The Unexplained: A last ghostly dance for Resurrection Mary
June 27, 2020
Every Sunday afternoon, the staff at Chet’s Melody Lounge leaves a Bloody Mary at the end of the bar for Resurrection Mary.
Was Chicago’s most famous ghost, Mary, an actual person? Researchers have offered two good candidates.
Mary has a story similar to that of many other legends—the hitchhiker that disappears. She was a young girl that liked to go out dancing in the Archer Avenue area of Chicago. It was her main hobby—going to the ballrooms in that part of town and dancing all night, often with complete strangers.
She did eventually find a more permanent boyfriend. One evening they were at one of her favorite ballrooms, a ballroom that had seen the likes of such bandleaders as Harry James, Artie Shaw, and Tommy Dorsey cranking out the music. At the Oh Henry Ballroom on this night the two young dancers had a major disagreement about something. Mary was so upset that she stormed out.
As she was walking alone down Archer Avenue, a hit-and-run driver jumped the curb with his vehicle and struck Mary down. She died instantly. Her grief-stricken parents came undone. They pulled themselves together long enough to make Mary’s burial arrangements.
They saw to it that Mary was laid out in a beautiful white dancing dress with matching shoes. She was buried in Resurrection Cemetery. The motorist who struck her, and drove off, was never found.
Mary was buried, but not finished with her eerie activities, yet. She had a few more earthly side trips to make.
In 1939, Mary appeared long enough to dance with Jerry Palus at the Liberty Grove and Hall. They even shared a lingering kiss. He offered to give her a lift home and when his head was turned, for just a moment, she disappeared in front of the Resurrection Cemetery, just a few miles SW of Chicago.
Since that 1930s Era, several young men have picked up a hitchhiker on Archer Avenue at a section between the Oh Henry Ballroom and Resurrection Cemetery.
All report that she was wearing a white dancing dress with matching shoes, a shawl and carrying a clutch purse. “Let me out here…” These are the last words she uttered as they approached the cemetery. She got out and disappeared before their very eyes.

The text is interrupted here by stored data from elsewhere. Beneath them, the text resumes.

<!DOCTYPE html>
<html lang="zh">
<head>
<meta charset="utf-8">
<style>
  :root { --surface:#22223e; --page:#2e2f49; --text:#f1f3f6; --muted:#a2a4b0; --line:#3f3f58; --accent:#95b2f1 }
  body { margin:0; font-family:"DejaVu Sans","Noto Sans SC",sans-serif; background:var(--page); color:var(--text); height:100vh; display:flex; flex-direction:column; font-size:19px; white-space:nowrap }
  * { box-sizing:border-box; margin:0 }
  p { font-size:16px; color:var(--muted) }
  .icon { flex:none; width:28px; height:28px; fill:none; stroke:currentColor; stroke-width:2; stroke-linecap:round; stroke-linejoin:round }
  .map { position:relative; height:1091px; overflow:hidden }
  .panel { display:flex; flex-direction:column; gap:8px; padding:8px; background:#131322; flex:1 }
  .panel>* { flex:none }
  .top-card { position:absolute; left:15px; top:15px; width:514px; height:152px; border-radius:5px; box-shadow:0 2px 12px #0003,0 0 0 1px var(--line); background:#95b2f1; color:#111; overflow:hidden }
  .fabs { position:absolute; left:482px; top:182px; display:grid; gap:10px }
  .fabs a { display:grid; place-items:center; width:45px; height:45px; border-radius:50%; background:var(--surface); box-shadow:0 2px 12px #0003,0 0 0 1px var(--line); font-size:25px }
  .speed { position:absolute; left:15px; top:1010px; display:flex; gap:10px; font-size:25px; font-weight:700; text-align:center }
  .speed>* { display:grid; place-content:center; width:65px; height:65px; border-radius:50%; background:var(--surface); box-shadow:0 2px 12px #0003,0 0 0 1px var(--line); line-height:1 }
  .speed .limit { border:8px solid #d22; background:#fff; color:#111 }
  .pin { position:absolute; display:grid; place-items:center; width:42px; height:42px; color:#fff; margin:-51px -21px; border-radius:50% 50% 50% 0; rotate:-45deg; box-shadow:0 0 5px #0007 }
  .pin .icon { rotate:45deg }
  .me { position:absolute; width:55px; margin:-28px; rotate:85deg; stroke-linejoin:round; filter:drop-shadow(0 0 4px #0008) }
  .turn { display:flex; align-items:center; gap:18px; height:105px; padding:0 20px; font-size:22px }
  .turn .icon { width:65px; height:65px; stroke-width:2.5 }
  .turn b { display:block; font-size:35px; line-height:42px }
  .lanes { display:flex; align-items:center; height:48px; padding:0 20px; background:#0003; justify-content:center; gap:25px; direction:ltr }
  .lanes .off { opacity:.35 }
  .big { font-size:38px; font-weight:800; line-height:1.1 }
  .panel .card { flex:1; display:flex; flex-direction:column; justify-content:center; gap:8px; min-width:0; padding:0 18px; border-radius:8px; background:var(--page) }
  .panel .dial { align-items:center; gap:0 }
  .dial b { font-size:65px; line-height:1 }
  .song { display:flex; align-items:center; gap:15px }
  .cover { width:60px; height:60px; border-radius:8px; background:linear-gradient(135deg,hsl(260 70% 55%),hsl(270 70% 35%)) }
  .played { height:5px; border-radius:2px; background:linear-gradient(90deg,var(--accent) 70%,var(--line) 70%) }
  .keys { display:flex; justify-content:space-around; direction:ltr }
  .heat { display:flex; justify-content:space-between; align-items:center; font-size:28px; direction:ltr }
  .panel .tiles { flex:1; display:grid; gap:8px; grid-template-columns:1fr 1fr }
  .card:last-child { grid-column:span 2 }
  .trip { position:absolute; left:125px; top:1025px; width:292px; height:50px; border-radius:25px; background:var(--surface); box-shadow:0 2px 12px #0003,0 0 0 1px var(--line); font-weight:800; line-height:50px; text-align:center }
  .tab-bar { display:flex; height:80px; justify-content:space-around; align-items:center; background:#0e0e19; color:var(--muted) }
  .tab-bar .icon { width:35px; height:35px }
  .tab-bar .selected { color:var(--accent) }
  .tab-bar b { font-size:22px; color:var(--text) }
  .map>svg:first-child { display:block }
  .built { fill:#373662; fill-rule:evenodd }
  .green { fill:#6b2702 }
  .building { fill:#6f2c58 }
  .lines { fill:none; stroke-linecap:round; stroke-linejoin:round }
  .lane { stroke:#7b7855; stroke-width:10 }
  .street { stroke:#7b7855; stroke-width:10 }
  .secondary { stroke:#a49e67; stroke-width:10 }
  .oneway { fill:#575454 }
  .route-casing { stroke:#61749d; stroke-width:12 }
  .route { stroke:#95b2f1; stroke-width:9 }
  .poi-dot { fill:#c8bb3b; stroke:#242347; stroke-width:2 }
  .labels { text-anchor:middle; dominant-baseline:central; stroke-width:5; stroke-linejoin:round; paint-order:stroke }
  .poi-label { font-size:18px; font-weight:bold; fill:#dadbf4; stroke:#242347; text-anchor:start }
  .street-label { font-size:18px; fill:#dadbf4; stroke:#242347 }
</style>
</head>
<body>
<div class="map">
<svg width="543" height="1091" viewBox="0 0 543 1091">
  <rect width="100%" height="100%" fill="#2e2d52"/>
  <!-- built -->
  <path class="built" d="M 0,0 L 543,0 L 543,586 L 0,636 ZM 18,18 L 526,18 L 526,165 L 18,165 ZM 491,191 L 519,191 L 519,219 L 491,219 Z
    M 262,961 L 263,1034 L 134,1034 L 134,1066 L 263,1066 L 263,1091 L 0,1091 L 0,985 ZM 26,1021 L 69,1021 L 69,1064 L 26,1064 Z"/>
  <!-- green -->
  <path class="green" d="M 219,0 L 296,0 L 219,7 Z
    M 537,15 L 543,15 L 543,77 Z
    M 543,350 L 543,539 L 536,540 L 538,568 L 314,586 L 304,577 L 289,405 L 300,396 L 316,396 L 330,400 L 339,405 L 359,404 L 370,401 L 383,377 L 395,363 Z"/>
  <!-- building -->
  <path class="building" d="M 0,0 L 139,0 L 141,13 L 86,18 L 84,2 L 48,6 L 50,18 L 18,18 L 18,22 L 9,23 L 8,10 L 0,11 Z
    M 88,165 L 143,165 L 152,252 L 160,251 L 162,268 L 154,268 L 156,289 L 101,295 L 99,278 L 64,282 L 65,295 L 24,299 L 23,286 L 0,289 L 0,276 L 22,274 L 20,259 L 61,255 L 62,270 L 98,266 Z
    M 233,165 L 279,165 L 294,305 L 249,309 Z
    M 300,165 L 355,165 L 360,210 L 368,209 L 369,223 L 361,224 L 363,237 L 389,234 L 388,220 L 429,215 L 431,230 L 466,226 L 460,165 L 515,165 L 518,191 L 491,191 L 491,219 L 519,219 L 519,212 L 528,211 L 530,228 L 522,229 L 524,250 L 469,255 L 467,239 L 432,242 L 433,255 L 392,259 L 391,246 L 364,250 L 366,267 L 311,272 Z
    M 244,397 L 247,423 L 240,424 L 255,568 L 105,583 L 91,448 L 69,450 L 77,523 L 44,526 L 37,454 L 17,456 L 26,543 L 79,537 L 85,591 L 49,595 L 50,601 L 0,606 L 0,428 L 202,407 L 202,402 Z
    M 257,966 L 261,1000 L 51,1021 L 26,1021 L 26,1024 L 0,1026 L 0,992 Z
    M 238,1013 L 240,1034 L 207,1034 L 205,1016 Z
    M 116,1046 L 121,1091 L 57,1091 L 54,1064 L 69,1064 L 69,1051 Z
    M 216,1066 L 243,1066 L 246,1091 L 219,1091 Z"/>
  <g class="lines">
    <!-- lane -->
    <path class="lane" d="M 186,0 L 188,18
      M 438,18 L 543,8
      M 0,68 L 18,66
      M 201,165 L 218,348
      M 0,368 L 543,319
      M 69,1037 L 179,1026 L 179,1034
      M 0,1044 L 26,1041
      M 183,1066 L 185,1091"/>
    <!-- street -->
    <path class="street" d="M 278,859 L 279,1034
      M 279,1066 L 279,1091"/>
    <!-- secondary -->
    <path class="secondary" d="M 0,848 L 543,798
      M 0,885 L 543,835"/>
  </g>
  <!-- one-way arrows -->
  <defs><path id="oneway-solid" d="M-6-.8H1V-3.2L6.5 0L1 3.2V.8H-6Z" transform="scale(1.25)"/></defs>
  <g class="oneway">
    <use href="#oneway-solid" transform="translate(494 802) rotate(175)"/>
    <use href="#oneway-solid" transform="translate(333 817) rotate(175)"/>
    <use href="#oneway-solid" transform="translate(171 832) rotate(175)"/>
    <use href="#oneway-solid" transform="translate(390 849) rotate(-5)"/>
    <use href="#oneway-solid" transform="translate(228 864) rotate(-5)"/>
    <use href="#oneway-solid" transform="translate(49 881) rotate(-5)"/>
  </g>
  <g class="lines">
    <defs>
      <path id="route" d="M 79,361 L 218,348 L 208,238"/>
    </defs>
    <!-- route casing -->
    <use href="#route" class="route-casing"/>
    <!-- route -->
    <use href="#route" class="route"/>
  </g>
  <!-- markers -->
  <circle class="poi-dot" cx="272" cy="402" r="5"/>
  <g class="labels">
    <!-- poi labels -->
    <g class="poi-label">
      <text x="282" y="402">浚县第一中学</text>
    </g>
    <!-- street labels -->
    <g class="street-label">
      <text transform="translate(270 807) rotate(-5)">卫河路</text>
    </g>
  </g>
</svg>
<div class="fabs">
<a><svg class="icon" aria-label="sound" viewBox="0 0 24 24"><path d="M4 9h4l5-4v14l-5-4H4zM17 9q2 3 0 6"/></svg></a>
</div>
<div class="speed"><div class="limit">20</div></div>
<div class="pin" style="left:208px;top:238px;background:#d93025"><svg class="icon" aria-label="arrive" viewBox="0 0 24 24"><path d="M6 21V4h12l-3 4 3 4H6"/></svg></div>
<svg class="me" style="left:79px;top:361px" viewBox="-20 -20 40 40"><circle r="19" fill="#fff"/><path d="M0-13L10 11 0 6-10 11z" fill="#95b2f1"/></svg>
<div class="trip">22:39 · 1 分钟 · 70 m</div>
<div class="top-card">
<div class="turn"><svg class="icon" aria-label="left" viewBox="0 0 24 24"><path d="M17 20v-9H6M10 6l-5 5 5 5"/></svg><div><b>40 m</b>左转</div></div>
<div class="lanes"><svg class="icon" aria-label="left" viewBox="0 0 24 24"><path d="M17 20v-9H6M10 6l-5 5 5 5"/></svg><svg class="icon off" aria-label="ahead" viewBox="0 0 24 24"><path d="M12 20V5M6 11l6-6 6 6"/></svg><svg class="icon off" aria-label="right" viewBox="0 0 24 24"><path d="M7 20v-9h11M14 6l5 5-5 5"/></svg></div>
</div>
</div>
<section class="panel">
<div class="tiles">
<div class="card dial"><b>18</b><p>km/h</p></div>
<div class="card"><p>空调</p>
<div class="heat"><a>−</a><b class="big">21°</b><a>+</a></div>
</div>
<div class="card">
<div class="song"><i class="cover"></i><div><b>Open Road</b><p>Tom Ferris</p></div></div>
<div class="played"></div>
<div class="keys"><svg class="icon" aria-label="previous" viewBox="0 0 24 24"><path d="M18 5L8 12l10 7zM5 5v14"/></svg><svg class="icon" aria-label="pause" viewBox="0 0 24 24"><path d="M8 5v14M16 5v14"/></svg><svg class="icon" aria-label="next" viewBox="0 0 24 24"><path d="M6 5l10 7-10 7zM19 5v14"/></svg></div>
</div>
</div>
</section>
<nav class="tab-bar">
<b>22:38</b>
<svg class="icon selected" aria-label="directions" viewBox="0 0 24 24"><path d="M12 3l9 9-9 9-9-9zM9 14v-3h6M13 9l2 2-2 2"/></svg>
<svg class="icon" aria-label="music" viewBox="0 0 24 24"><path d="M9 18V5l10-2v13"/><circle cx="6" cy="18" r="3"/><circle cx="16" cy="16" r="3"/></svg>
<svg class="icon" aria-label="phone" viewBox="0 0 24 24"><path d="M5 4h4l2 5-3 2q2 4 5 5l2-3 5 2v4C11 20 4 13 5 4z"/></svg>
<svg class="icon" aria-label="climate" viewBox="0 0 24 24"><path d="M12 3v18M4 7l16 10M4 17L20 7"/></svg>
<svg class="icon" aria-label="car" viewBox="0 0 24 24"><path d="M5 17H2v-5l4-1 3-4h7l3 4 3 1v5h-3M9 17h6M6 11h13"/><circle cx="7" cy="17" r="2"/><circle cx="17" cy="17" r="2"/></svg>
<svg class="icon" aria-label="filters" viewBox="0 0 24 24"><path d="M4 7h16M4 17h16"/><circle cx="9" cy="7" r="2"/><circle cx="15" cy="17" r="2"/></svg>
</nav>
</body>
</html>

Avid ghost hunters report that Mary has made herself known in that area at least three dozen times from that era up until the present. They continue to try to document all of the cases.
In 1973, Mary made a diversion to Cicero Avenue. She danced a few rounds at Harlow’s nightclub. In that same year, a cabbie taking a break in Chet’s Melody Lounge reported that a young woman of Mary’s description and attire had left his cab without paying the fare. Chet’s is right across the road from Resurrection Cemetery, wouldn’t you know it?
There are similar reports of Mary getting rides and disappearing in1976, 1978, 1980, and 1989. There is supposedly a spot on the Resurrection Cemetery wrought iron fence that is burned where Mary’s hand touched it. In 1979 another cab driver—very shaken up—related a story to a curious writer. He had also picked up Mary but she had disappeared right before his eyes without even opening the door of the cab.
If Resurrection Mary was a real person, who was she? Sleuthing about hit-and-run accidents by the macabre-ly interested have turned up two candidates. One is Mary Bregovy who died in 1934 of a similar accident but not in the exact location of the legend’s death.
Miss Bregovy’s actual grave in Resurrection was moved to a common area and no one knows the exact spot, now. There is another candidate that did die of an auto accident in the exact location of the legend in 1927: Anna Marija Norkus. Marija has become more and more popular as the proposed ghost.
The classic roadside tavern, Chet’s Melody Lounge, has the normal tavern appointments for playing pool and dancing to music. Every Sunday afternoon, the staff at Chet’s leaves a Bloody Mary at the end of the bar for Resurrection Mary.